Bares voltados para ciclistas e bicicletarias que vendem cervejas especiais se multiplicam nas capitais brasileiras, dando força à combinação de pedal e breja gelada
Por Daniel Santini
AVENIDA ENGENHEIRO CAETANO ÁLVARES, São Paulo, sábado de manhã. Na minha frente, Pedro Cruz, 18 anos, que trabalha como bike courier. Do meu lado, André Leme, 45 anos, um ciclista veterano que já conquistou pódios em diferentes categorias, incluindo um troféu de campeão brasileiro de resistência. Pedalamos rápido na faixa da direta, tomando cuidado com o fluxo de veículos e as portas dos carros estacionados, que vez por outra se abrem de repente. Pedro e André pedalam bicicletas de estrada e são bem mais rápidos que eu e minha gorducha bike híbrida com bagageiro. Mesmo assim, dá para conversar. E é então que decido perguntar a eles sobre um tema que me é caro: cerveja.
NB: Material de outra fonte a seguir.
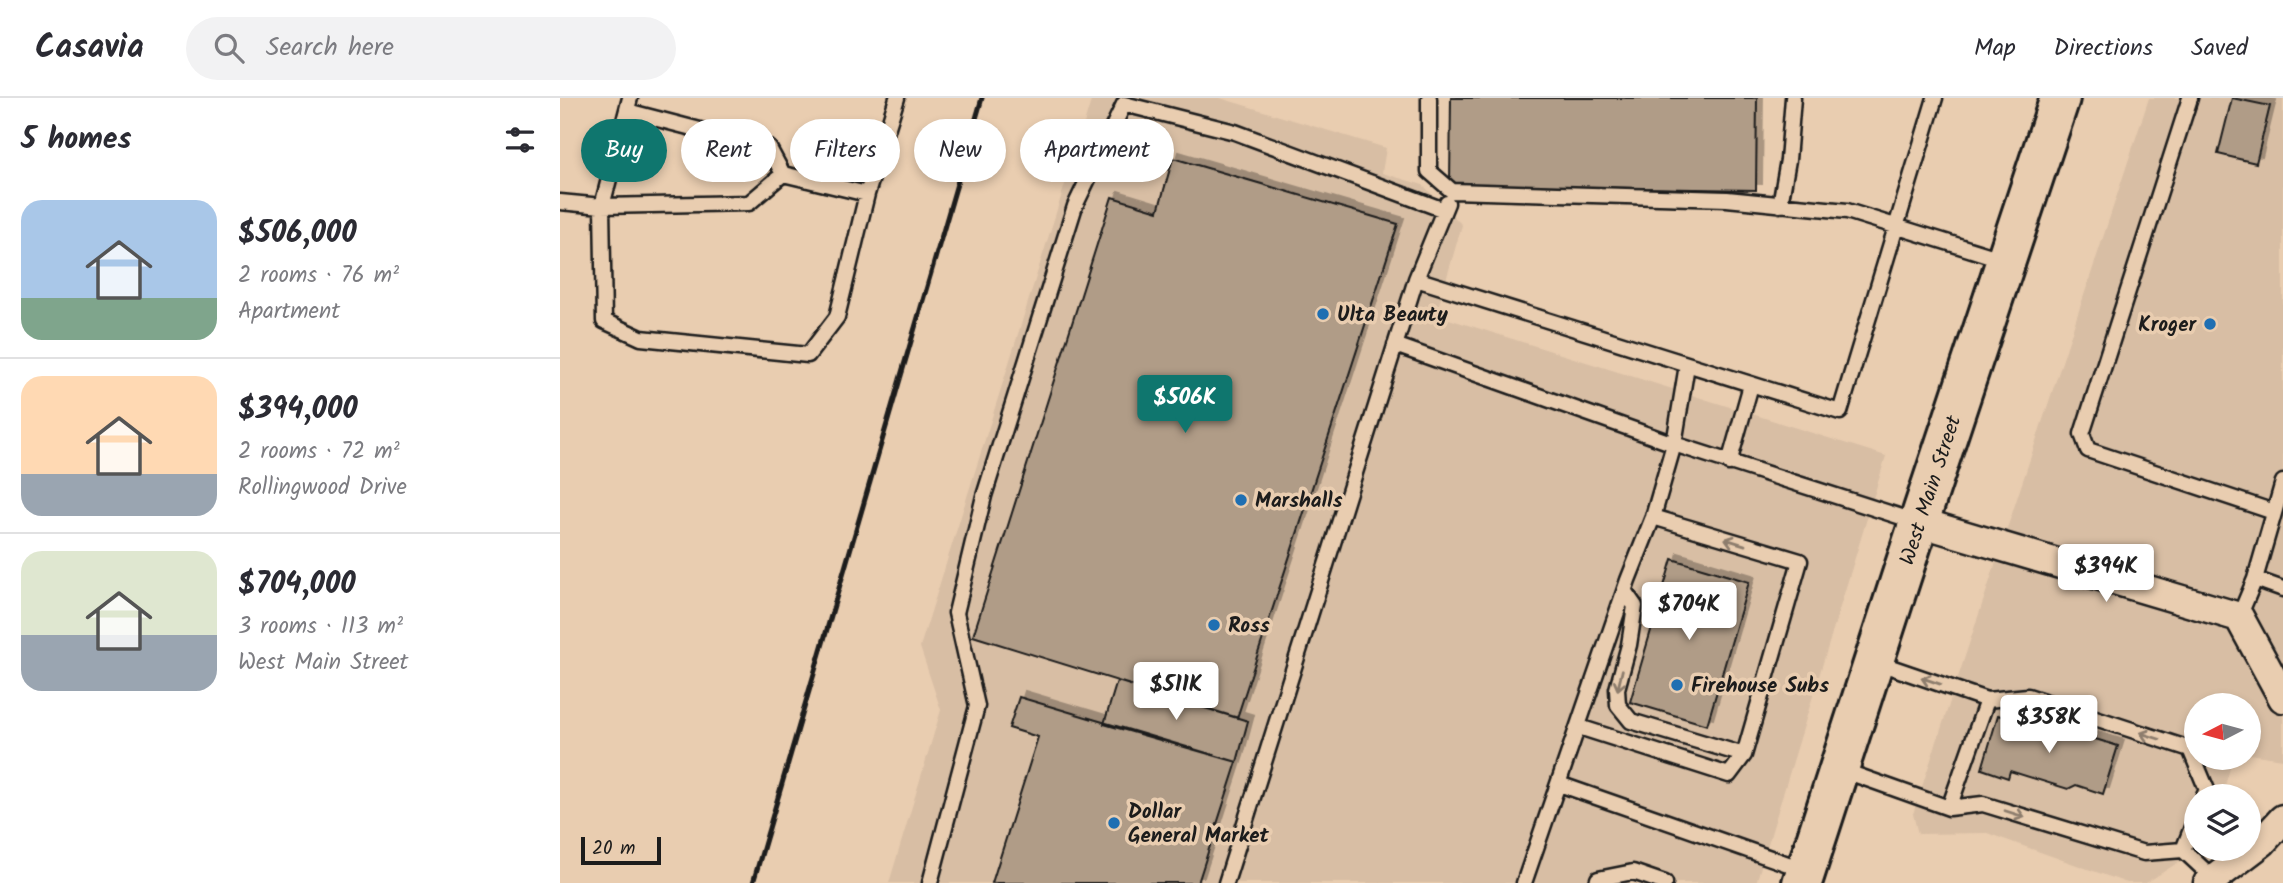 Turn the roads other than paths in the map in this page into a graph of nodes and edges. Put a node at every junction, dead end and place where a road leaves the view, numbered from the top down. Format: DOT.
graph roads {
  1 [pos="897,98"];
  2 [pos="1429,98"];
  3 [pos="1793,98"];
  4 [pos="1935,98"];
  5 [pos="2060,98"];
  6 [pos="2189,98"];
  7 [pos="629,104"];
  8 [pos="783,174"];
  9 [pos="1452,191"];
  10 [pos="867,194"];
  11 [pos="560,202"];
  12 [pos="1780,205"];
  13 [pos="602,206"];
  14 [pos="1444,210"];
  15 [pos="1896,226"];
  16 [pos="2006,261"];
  17 [pos="1416,279"];
  18 [pos="1395,345"];
  19 [pos="1687,365"];
  20 [pos="1751,385"];
  21 [pos="1674,444"];
  22 [pos="1729,463"];
  23 [pos="2283,482"];
  24 [pos="1653,517"];
  25 [pos="1919,522"];
  26 [pos="2276,522"];
  27 [pos="2255,579"];
  28 [pos="2283,589"];
  29 [pos="1625,592"];
  30 [pos="2239,617"];
  31 [pos="1875,662"];
  32 [pos="2283,698"];
  33 [pos="1987,700"];
  34 [pos="1579,727"];
  35 [pos="1744,755"];
  36 [pos="1840,769"];
  37 [pos="1559,784"];
  38 [pos="2205,784"];
  39 [pos="1949,808"];
  40 [pos="2283,818"];
  41 [pos="2183,850"];
  42 [pos="1804,877"];
  43 [pos="2211,881"];
  44 [pos="930,883"];
  45 [pos="1226,883"];
  46 [pos="1524,883"];
  47 [pos="1597,883"];
  48 [pos="1665,883"];
  1 -- 10 [label="lane"];
  2 -- 9 [label="lane"];
  3 -- 12 [label="lane"];
  4 -- 15 [label="lane"];
  5 -- 16 [label="main road, West Main Street"];
  6 -- 26 [label="lane"];
  7 -- 8 [label="lane"];
  7 -- 13 [label="lane"];
  8 -- 10 [label="lane"];
  8 -- 13 [label="lane"];
  9 -- 12 [label="lane"];
  9 -- 14 [label="lane"];
  10 -- 13 [label="lane"];
  11 -- 13 [label="lane"];
  12 -- 15 [label="lane"];
  14 -- 17 [label="lane"];
  14 -- 44 [label="lane"];
  15 -- 16 [label="lane"];
  15 -- 20 [label="lane"];
  16 -- 25 [label="main road, West Main Street"];
  17 -- 18 [label="lane"];
  17 -- 19 [label="lane"];
  18 -- 21 [label="lane"];
  18 -- 45 [label="lane"];
  19 -- 20 [label="lane"];
  19 -- 21 [label="lane"];
  20 -- 22 [label="lane"];
  21 -- 22 [label="lane"];
  21 -- 24 [label="lane"];
  22 -- 25 [label="lane"];
  23 -- 26 [label="lane"];
  24 -- 29 [label="lane"];
  35 -- 24 [label="lane, one-way"];
  25 -- 30 [label="street"];
  25 -- 31 [label="main road, West Main Street"];
  26 -- 27 [label="lane"];
  27 -- 28 [label="lane"];
  27 -- 30 [label="lane"];
  29 -- 34 [label="lane"];
  29 -- 35 [label="lane, one-way"];
  30 -- 32 [label="street"];
  33 -- 31 [label="lane, one-way"];
  31 -- 36 [label="main road, West Main Street"];
  38 -- 33 [label="lane, one-way"];
  33 -- 39 [label="lane"];
  34 -- 35 [label="lane"];
  34 -- 37 [label="lane"];
  36 -- 39 [label="lane"];
  36 -- 42 [label="main road, West Main Street"];
  37 -- 42 [label="lane"];
  37 -- 46 [label="lane"];
  39 -- 41 [label="lane, one-way"];
  40 -- 43 [label="street"];
  41 -- 43 [label="lane"];
  47 -- 48 [label="lane"];
}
Os dois têm perfil atlético, se preocupam com os detalhes que ajudam na performance e, pouco antes, haviam disparado em uma subida que corta a Serra da Cantareira, no extremo norte de São Paulo. Pedro, magrelo e no auge da forma física, fez os cerca de 3,5 quilômetros do percurso em uns nove minutos. Ele não bebe. André, que tem treinado para recuperar o pique que lhe garantiu medalhas no passado, levou 11 minutos. Eu precisei de longos 22 minutos e terminei com o coração dando socos no peito.
Espero uma resposta dura, que me faça repensar o hábito de combinar longas pedaladas com uma eventual cervejinha. Mas André nem titubeia. “Olha, o cara pode treinar constantemente, se preparar bem, mas, se não estiver feliz, não conquistará nada”, explica. “Tomar uma cerveja com os amigos pode ser importante.” Abro um sorrisão largo diante da resposta.
A ideia de pedalarmos juntos surgira dois dias antes. Em uma roda de bar cheia de ciclistas, lancei a ideia de subir o Pico do Jaraguá, no oeste de São Paulo. Pedro, que apesar de não beber participava da conversa, se animou, mas sugeriu a Cantareira. Estávamos no bar-bicicletaria Las Magrelas (rua Mourato Coelho 1.344; lasmagrelas.com.br), no bairro paulistano da Vila Madalena, um dos bons espaços para tomar cerveja e falar de bicicleta que se multiplicam em São Paulo e em outras capitais do país.
Curitiba e Porto Alegre estão entre as cidades com cenas ciclo-cervejeiras especialmente interessantes, onde grupos de ciclistas se encontram não só para pedalar, mas também para sentar e tomar umas, planejando passeios, comemorando a vida ou conversando sobre desempenho, cicloativismo, urbanismo, ocupação de espaços públicos e trilhas cheias de barro. Com o crescente uso urbano de bicicletas como meio de transporte, diversas bicicletarias passaram a vender cervejas, botecos se tornaram points de grupos de pedal e nasceram espaços como o Las Magrelas.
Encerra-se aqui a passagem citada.